# Which is better the runt or the biggest puppy



## Kelly.m (Jun 7, 2015)

So my German Shepherd had her puppies and my older sister has her heart set on keeping the runt and I want to keep the biggest puppy. Is there any difference between the two or is one going to be easier to train.

Which one is the cutest

Fist picture is the runt 
Second is the biggest


----------



## Baillif (Jun 26, 2013)

Dont pick based on size. Pick based on temperament, sociability, thoughtfulness of the dog, or apparent energy level based off what you can see early on.


----------



## amburger16 (May 22, 2015)

Runt or biggest doesn't matter. They can both be horrible or amazing. I make a rule, any animal I pick out, picks me first. I picked Bear because he was hanging out with me instead of wrestling with his siblings.. He was gnawing on me the hole time, but he was just hanging out.. not jumping all over or anything. They even told me.. "the one in the red collar is evil" .. I still have that red collar.


----------



## Ruger Monster (Jan 29, 2015)

Both puppies who "picked me" the day I went were the runt and the biggest of the litter. They both laid on my feet and took a nap while talking with the breeder, climbed in my lap, gave lots of kisses, etc. The bigger one played a lot more, chasing and chomping on a ball in the x-pen, and seemed more interested in me/us, so I ended up with him. He was also the only male, and I was not sure about getting another female because of the issues I have with my female Boston. (And because I have a female Rott as well, and 3 female dogs was probably a recipe for more issues considering the 2 current ones get snippy with one another). 

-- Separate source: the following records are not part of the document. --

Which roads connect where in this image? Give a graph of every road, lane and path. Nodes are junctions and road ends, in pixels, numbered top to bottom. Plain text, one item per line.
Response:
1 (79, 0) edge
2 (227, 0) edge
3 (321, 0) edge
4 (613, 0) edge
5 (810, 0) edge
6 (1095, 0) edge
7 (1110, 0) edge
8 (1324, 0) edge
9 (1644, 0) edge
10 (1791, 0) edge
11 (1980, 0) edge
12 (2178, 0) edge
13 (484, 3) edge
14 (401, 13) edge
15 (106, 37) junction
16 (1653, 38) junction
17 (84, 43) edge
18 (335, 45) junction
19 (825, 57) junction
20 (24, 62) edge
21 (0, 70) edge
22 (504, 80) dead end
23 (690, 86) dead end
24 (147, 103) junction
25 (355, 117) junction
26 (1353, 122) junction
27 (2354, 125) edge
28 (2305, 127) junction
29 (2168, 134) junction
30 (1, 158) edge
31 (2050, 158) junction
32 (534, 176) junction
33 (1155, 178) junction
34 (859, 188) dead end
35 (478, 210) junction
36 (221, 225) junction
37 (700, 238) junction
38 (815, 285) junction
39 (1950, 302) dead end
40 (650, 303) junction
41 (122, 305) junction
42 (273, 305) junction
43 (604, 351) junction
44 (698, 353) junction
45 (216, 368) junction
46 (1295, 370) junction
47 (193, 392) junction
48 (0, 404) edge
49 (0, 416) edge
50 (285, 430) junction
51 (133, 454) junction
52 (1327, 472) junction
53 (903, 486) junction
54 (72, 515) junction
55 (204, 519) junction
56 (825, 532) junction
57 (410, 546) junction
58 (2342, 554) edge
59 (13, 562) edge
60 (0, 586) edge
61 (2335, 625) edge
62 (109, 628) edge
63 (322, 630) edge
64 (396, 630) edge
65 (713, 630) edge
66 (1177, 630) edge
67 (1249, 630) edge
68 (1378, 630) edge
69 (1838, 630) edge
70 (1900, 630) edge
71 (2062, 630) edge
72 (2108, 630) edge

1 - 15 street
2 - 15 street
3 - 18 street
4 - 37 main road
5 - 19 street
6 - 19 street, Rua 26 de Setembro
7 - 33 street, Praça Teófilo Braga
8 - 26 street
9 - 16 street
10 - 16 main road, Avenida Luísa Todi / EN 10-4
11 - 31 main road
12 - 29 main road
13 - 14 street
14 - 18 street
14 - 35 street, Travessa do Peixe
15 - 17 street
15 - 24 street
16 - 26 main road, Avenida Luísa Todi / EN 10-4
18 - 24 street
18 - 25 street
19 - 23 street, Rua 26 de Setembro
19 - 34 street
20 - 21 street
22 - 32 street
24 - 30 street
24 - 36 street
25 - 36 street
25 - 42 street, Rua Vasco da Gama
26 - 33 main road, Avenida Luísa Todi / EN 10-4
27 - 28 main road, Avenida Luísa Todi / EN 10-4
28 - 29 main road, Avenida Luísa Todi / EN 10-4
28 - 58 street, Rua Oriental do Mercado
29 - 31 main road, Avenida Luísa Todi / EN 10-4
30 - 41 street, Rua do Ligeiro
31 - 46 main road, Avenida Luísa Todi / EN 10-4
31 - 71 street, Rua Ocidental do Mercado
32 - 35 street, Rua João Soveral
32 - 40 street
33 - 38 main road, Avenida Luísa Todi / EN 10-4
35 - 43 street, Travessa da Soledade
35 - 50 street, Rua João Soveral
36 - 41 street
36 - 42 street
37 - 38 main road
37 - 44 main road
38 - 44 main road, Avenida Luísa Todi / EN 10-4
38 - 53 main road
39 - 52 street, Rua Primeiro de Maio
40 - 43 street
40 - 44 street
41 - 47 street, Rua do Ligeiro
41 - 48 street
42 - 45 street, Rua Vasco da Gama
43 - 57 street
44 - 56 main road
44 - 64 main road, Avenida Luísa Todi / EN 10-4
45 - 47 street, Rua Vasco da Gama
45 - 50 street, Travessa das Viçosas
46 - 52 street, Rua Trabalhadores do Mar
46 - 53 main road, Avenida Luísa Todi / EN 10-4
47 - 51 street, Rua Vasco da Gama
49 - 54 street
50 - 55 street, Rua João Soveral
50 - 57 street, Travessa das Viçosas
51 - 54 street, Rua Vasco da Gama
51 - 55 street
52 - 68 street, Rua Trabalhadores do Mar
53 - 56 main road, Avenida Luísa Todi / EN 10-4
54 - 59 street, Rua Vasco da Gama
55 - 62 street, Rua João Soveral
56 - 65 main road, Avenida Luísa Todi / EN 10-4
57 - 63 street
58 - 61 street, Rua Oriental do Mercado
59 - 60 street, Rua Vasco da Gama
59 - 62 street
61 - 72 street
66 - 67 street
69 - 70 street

Size doesn't mean one is going to be easier to train, nicer, etc. And they're both super cute  It would have been a hard decision for me to pick based on looks, which is another reason why I took in the other considerations on picking. I joked about taking both of them so I didn't have to choose, but I'm glad I didn't because I learned later how much of a pain having litter mates is/can be!


----------



## Stonevintage (Aug 26, 2014)

There are several resources online on "what makes a runt a runt". There are some health concerns. You may want to do some checking.


----------



## Kelly.m (Jun 7, 2015)

K thanks


----------



## Castlemaid (Jun 29, 2006)

The difference in their temperaments won't be really noticeable until they are older, so most good breeders wait until the pups are 7 weeks old at least to make final decisions and evaluations on which puppy goes where. You can't really tell at this age how they are going to be. Watch and observe, make mental notes of their behaviours and interaction, then choose based on their personality and which one will be a better match for you.


----------



## aparanae (Sep 12, 2013)

Unfortunately we couldn't really pick our girl based on character. The day we picked her it was the hottest day of the year over here, so the puppies weren't very active, in fact they were all lying together under a chair I think, they didn't feel like moving at all. It was hard to pick one.


----------



## sourdough44 (Oct 26, 2013)

I'm of the mindset that after one researches the breeder and parents, you may as well wear a blindfold and pick one. The little nuances of activity level, 'boldness' or friendliness are almost meaningless. But of course we know that 'placebo' drugs can cure too. It's nice to have a 'reason' we chose the one we did.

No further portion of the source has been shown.